Yesterday I
made a trip to get the first stages of a thigh tattoo started, and I thought I’d
share the to date photos as a memory of what it’s like at the end of the first
session. I get the shading and colouring finished in about four weeks time and
I am already pretty excited! I already have a small piece, but it was something
I did without planning about 7 years back. This is the first piece I’ve had
done with lots of planning and with a tattoo artist I respect and who came
super highly recommended (for anyone in Yorkshire it’s Gareth from Black CrownTattoo, a studio which literally came recommended from pretty much every
tattooed person I know!).
I chose to
have my thigh tattooed because it’s maybe one of the fattest parts of me, and
it’s a part of me that I’ve always felt strong and powerful in. I remember
hating being stocky when I was growing up, having a bit of a hockey players
build which was impossible to clothe. I’ve always been clumsy too, which has
resulted in more bangs, bruises and scabs than I care to recall. It’s funny now
actually, I seem to not even notice the bumps and surprise myself with a new
bump regularly. I can’t even articulate how uncomfortable I felt growing up
like this – I grew up in a very middle class area (albeit in a housing estate
in the area in a working class family), and I used to feel like these marks
betrayed me – they made me conscious of my inability to fit places, of my need
to work in manual labour jobs where my friends didn’t. I never really stood a
chance of having an unmarked body. Now I’m proud of my shape, the way I’m
taller than most women and built to take up space. I like that I’m stocky, that
I’m strong and powerfully built, and however that resonates with my family of
similarly built bodies. I’m not traditionally feminine, but I employ femininity
anyway (as well as masculinity sometimes too), on my own terms. I wear dresses
with my bruises and bumps, on my body that I’m supposed to cover up in the
interest of the general public.
Being
tattooed is embodied art, and where you have pieces factors into your
experience of that piece. I’ve written before about the politics of having a “marked
body”, but mainly from the perspective of being fat and having stretchmarks,
scars, lumps and bumps etc. I know that tattooing is fairly mainstream now,
however, I still feel it’s transgressive because it rails against the logic
that (particularly as women) we should be clean, unmarked, chasing after youth
and the innocence that a completely unmarked body (hairless, bruiseless,
smooth, without bruises or scars or marks of any kind) seems to suggest. I
chose to get a sewing machine tattooed on me because it’s a part of my history –
working class crafting, making something out of no or few resources, and body
acceptance too, which is what started me making clothes regularly again.
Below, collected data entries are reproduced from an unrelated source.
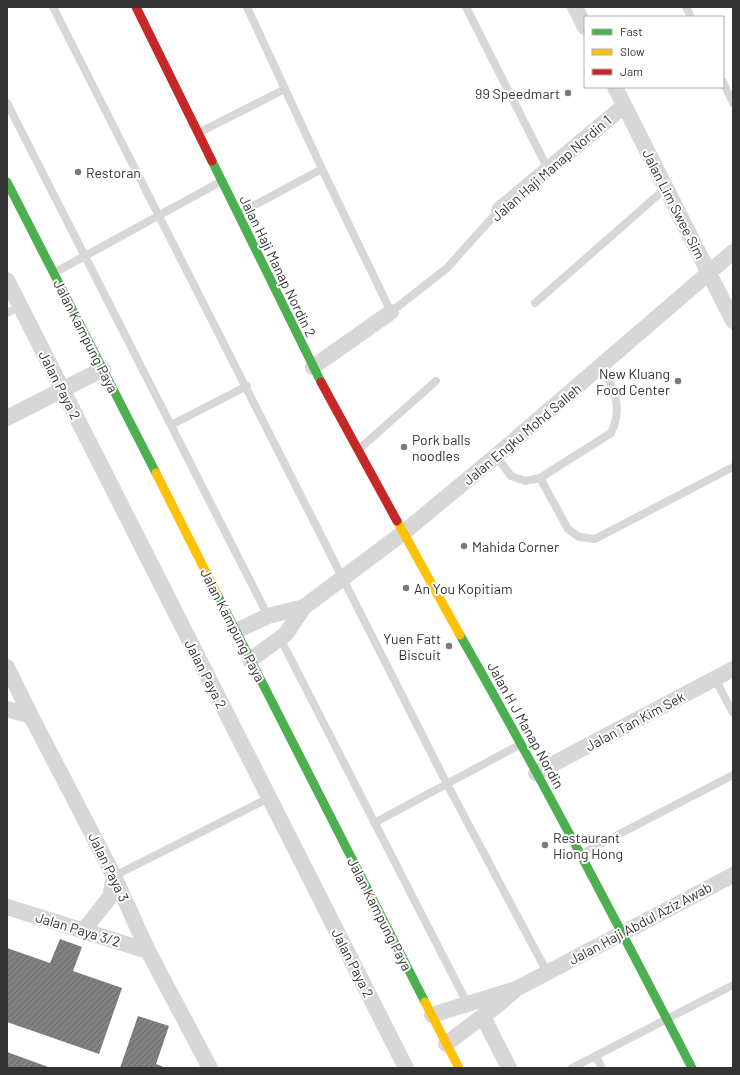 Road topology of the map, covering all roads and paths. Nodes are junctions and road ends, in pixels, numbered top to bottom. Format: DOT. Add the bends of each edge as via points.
graph roads {
  1 [pos="53,7"];
  2 [pos="136,7"];
  3 [pos="247,7"];
  4 [pos="466,7"];
  5 [pos="575,7"];
  6 [pos="686,7"];
  7 [pos="690,16"];
  8 [pos="584,25"];
  9 [pos="724,84"];
  10 [pos="615,88"];
  11 [pos="285,89"];
  12 [pos="7,103"];
  13 [pos="733,103"];
  14 [pos="624,106"];
  15 [pos="198,133"];
  16 [pos="322,169"];
  17 [pos="548,169"];
  18 [pos="7,182"];
  19 [pos="221,182"];
  20 [pos="666,188"];
  21 [pos="499,210"];
  22 [pos="237,214"];
  23 [pos="159,216"];
  24 [pos="733,252"];
  25 [pos="85,256"];
  26 [pos="54,273"];
  27 [pos="708,273"];
  28 [pos="7,280"];
  29 [pos="535,303"];
  30 [pos="392,312"];
  31 [pos="733,322"];
  32 [pos="603,365"];
  33 [pos="313,367"];
  34 [pos="103,369"];
  35 [pos="436,381"];
  36 [pos="247,386"];
  37 [pos="62,389"];
  38 [pos="7,418"];
  39 [pos="171,425"];
  40 [pos="358,450"];
  41 [pos="496,456"];
  42 [pos="733,467"];
  43 [pos="540,478"];
  44 [pos="403,533"];
  45 [pos="344,578"];
  46 [pos="304,607"];
  47 [pos="268,616"];
  48 [pos="236,631"];
  49 [pos="280,638"];
  50 [pos="250,660"];
  51 [pos="733,669"];
  52 [pos="8,673"];
  53 [pos="714,679"];
  54 [pos="7,709"];
  55 [pos="733,713"];
  56 [pos="31,716"];
  57 [pos="522,744"];
  58 [pos="536,773"];
  59 [pos="733,775"];
  60 [pos="447,784"];
  61 [pos="269,798"];
  62 [pos="374,822"];
  63 [pos="580,854"];
  64 [pos="733,875"];
  65 [pos="114,876"];
  66 [pos="7,907"];
  67 [pos="84,930"];
  68 [pos="622,932"];
  69 [pos="148,951"];
  70 [pos="547,972"];
  71 [pos="733,985"];
  72 [pos="516,989"];
  73 [pos="467,1003"];
  74 [pos="432,1015"];
  75 [pos="483,1017"];
  76 [pos="667,1019"];
  77 [pos="446,1044"];
  78 [pos="596,1056"];
  79 [pos="210,1068"];
  80 [pos="406,1068"];
  81 [pos="459,1068"];
  82 [pos="509,1068"];
  83 [pos="572,1068"];
  84 [pos="602,1068"];
  85 [pos="692,1068"];
  1 -- 23 [label="lane"];
  2 -- 15 [label="street, Jalan Haji Manap Nordin 2"];
  3 -- 11 [label="lane"];
  4 -- 17 [label="lane"];
  5 -- 8 [label="street"];
  6 -- 7 [label="lane"];
  9 -- 13 [label="lane"];
  10 -- 14 [label="street, Jalan Lim Swee Sim"];
  11 -- 15 [label="lane"];
  11 -- 16 [label="lane"];
  12 -- 25 [label="lane"];
  14 -- 17 [label="street, Jalan Haji Manap Nordin 1"];
  14 -- 20 [label="street, Jalan Lim Swee Sim"];
  15 -- 19 [label="street, Jalan Haji Manap Nordin 2"];
  16 -- 22 [label="lane"];
  16 -- 30 [label="lane"];
  17 -- 21 [label="street, Jalan Haji Manap Nordin 1"];
  18 -- 26 [label="street, Jalan Kampung Paya"];
  19 -- 22 [label="street, Jalan Haji Manap Nordin 2"];
  19 -- 23 [label="lane"];
  20 -- 27 [label="street, Jalan Lim Swee Sim"];
  20 -- 29 [label="lane"];
  21 -- 30 [label="lane, Jalan Haji Manap Nordin 1" via="447,268"];
  22 -- 33 [label="street, Jalan Haji Manap Nordin 2"];
  23 -- 25 [label="lane"];
  23 -- 36 [label="lane"];
  24 -- 27 [label="street, Jalan Engku Mohd Salleh"];
  25 -- 26 [label="lane"];
  25 -- 39 [label="lane"];
  26 -- 34 [label="street, Jalan Kampung Paya"];
  27 -- 31 [label="street, Jalan Lim Swee Sim"];
  27 -- 32 [label="street, Jalan Engku Mohd Salleh"];
  28 -- 37 [label="street, Jalan Paya 2"];
  30 -- 33 [label="street, Jalan Haji Manap Nordin 1"];
  32 -- 41 [label="street, Jalan Engku Mohd Salleh"];
  32 -- 43 [label="lane" via="616,396 618,409 611,433"];
  33 -- 40 [label="street, Jalan Haji Manap Nordin 2"];
  34 -- 37 [label="street"];
  34 -- 48 [label="street, Jalan Kampung Paya"];
  35 -- 40 [label="lane"];
  36 -- 39 [label="lane"];
  36 -- 45 [label="lane"];
  37 -- 38 [label="street"];
  37 -- 61 [label="street, Jalan Paya 2"];
  39 -- 47 [label="lane"];
  40 -- 44 [label="street, Jalan Haji Manap Nordin 2"];
  41 -- 43 [label="lane" via="511,476 525,481"];
  41 -- 44 [label="street, Jalan Engku Mohd Salleh"];
  42 -- 43 [label="lane" via="595,539 579,537 568,529"];
  44 -- 45 [label="street, Jalan Engku Mohd Salleh"];
  44 -- 57 [label="street, Jalan H J Manap Nordin"];
  45 -- 46 [label="street, Jalan Engku Mohd Salleh"];
  45 -- 60 [label="lane"];
  46 -- 47 [label="street, Jalan Engku Mohd Salleh"];
  46 -- 49 [label="street, Jalan Engku Mohd Salleh" via="286,634"];
  47 -- 48 [label="street, Jalan Engku Mohd Salleh"];
  48 -- 50 [label="street, Jalan Kampung Paya"];
  49 -- 50 [label="street, Jalan Engku Mohd Salleh"];
  49 -- 62 [label="lane"];
  50 -- 74 [label="street, Jalan Kampung Paya"];
  51 -- 53 [label="street, Jalan Tan Kim Sek"];
  52 -- 56 [label="street, Jalan Paya 3"];
  53 -- 55 [label="lane"];
  53 -- 58 [label="street, Jalan Tan Kim Sek"];
  54 -- 56 [label="street"];
  56 -- 65 [label="street, Jalan Paya 3"];
  57 -- 58 [label="street, Jalan H J Manap Nordin"];
  57 -- 60 [label="lane"];
  58 -- 63 [label="street, Jalan H J Manap Nordin"];
  59 -- 63 [label="lane"];
  60 -- 62 [label="lane"];
  60 -- 70 [label="lane"];
  61 -- 65 [label="lane"];
  61 -- 80 [label="street, Jalan Paya 2"];
  62 -- 73 [label="lane"];
  63 -- 68 [label="street, Jalan H J Manap Nordin"];
  64 -- 68 [label="street, Jalan Haji Abdul Aziz Awab"];
  65 -- 67 [label="street" via="110,897"];
  65 -- 69 [label="street, Jalan Paya 3"];
  66 -- 67 [label="street, Jalan Paya 3/2"];
  67 -- 69 [label="street, Jalan Paya 3/2"];
  68 -- 70 [label="street, Jalan Haji Abdul Aziz Awab"];
  68 -- 76 [label="street, Jalan H J Manap Nordin"];
  69 -- 79 [label="street, Jalan Paya 3"];
  70 -- 72 [label="street, Jalan Haji Abdul Aziz Awab"];
  71 -- 76 [label="lane"];
  72 -- 73 [label="street"];
  72 -- 75 [label="street"];
  73 -- 74 [label="street"];
  74 -- 77 [label="street, Jalan Kampung Paya"];
  75 -- 77 [label="street"];
  75 -- 82 [label="street"];
  76 -- 78 [label="lane"];
  76 -- 85 [label="street, Jalan H J Manap Nordin"];
  77 -- 81 [label="street, Jalan Kampung Paya"];
  78 -- 83 [label="lane"];
  78 -- 84 [label="lane"];
}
Choosing a personal facet of my history and having it inscribed on me
acknowledges that my history has shaped me, my body and my experience of it.
(Also, it’s
just beautiful!)
It was a
really empowering experience – I didn’t really expect that actually. I knew
that I felt strong enough to deal with the pain, but I was nervous that I would
be a wimp throughout, that I’d need to stop or wouldn’t go back for the second
half. I was surprised at how easily I dealt with it, at how strong I am when I
need to be. I’ve been through things, and they’ve shaped me in a way which
makes me strong and tough in moments like this, and that in itself is awesome.
Roll on shading and four weeks time!